[Data entries]
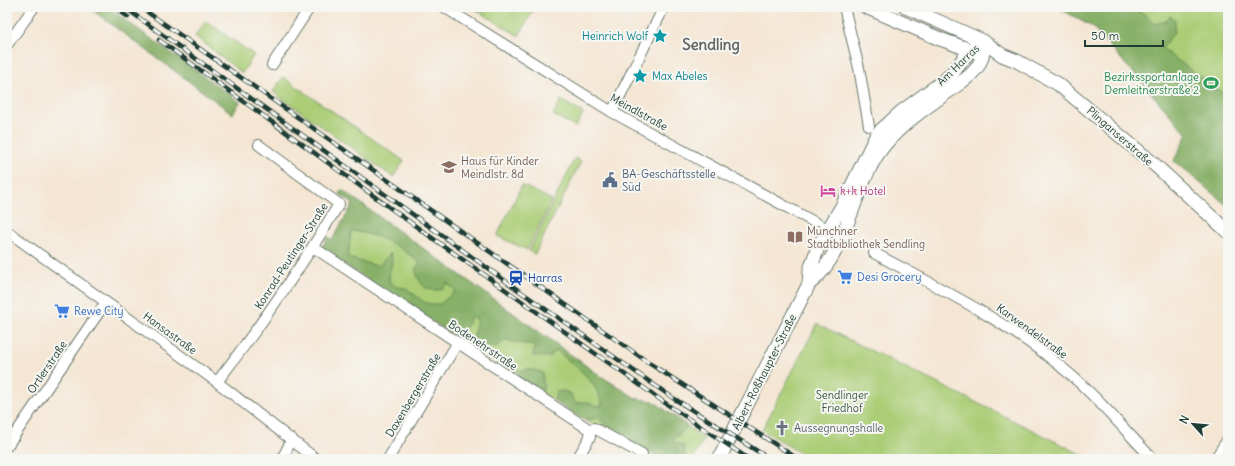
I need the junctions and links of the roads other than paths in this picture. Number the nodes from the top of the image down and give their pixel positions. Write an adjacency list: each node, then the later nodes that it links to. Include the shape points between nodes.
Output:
1 (34, 7): 8 (street)
2 (310, 7): 11 (street)
3 (444, 7): 12 (street, Meindlstraße)
4 (664, 7): 12 (street)
5 (844, 7): 13 (street)
6 (866, 7): 10 (main road)
7 (906, 7): 9 (main road, Plinganserstraße)
8 (7, 45)
9 (984, 47): 10 (main road, Am Harras); 15 (main road, Am Harras, via 974,71 899,129); 18 (main road, Plinganserstraße, via 1040,73 1077,98)
10 (969, 51): 15 (main road, Am Harras, via 946,79 887,123 877,134)
11 (272, 65)
12 (612, 112): 16 (street, Meindlstraße)
13 (870, 126)
14 (259, 145): 19 (street, Konrad-Peutinger-Straße, via 339,204)
15 (871, 157): 16 (main road, Albert-Roßhaupter-Straße); 21 (main road, Albert-Roßhaupter-Straße, via 844,232 820,276)
16 (827, 229): 21 (main road, Albert-Roßhaupter-Straße, via 814,255)
17 (7, 232): 22 (street, Hansastraße)
18 (1228, 232)
19 (313, 248): 23 (street, Bodenehrstraße); 24 (street, Konrad-Peutinger-Straße)
20 (874, 253): 35 (street, Karwendelstraße, via 987,314 1043,352 1074,377)
21 (810, 284): 34 (main road, Albert-Roßhaupter-Straße)
22 (106, 302): 24 (street, Hansastraße); 28 (street, Ortlerstraße)
23 (458, 342): 25 (street, Bodenehrstraße); 32 (street, Daxenbergerstraße)
24 (217, 382): 26 (street, Hansastraße)
25 (590, 430): 29 (street, Bodenehrstraße, via 594,428); 33 (street, via 590,436)
26 (292, 439): 30 (street); 31 (street, Hansastraße)
27 (1228, 439): 36 (street)
28 (7, 446)
29 (642, 454)
30 (282, 459)
31 (316, 459)
32 (388, 459)
33 (577, 459)
34 (719, 459)
35 (1153, 459)
36 (1215, 459)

- [Work order]
The word "Peutinger" appears in some of the lines above. Copy those lines.

- [Exercise solution]
14 (259, 145): 19 (street, Konrad-Peutinger-Straße, via 339,204)
19 (313, 248): 23 (street, Bodenehrstraße); 24 (street, Konrad-Peutinger-Straße)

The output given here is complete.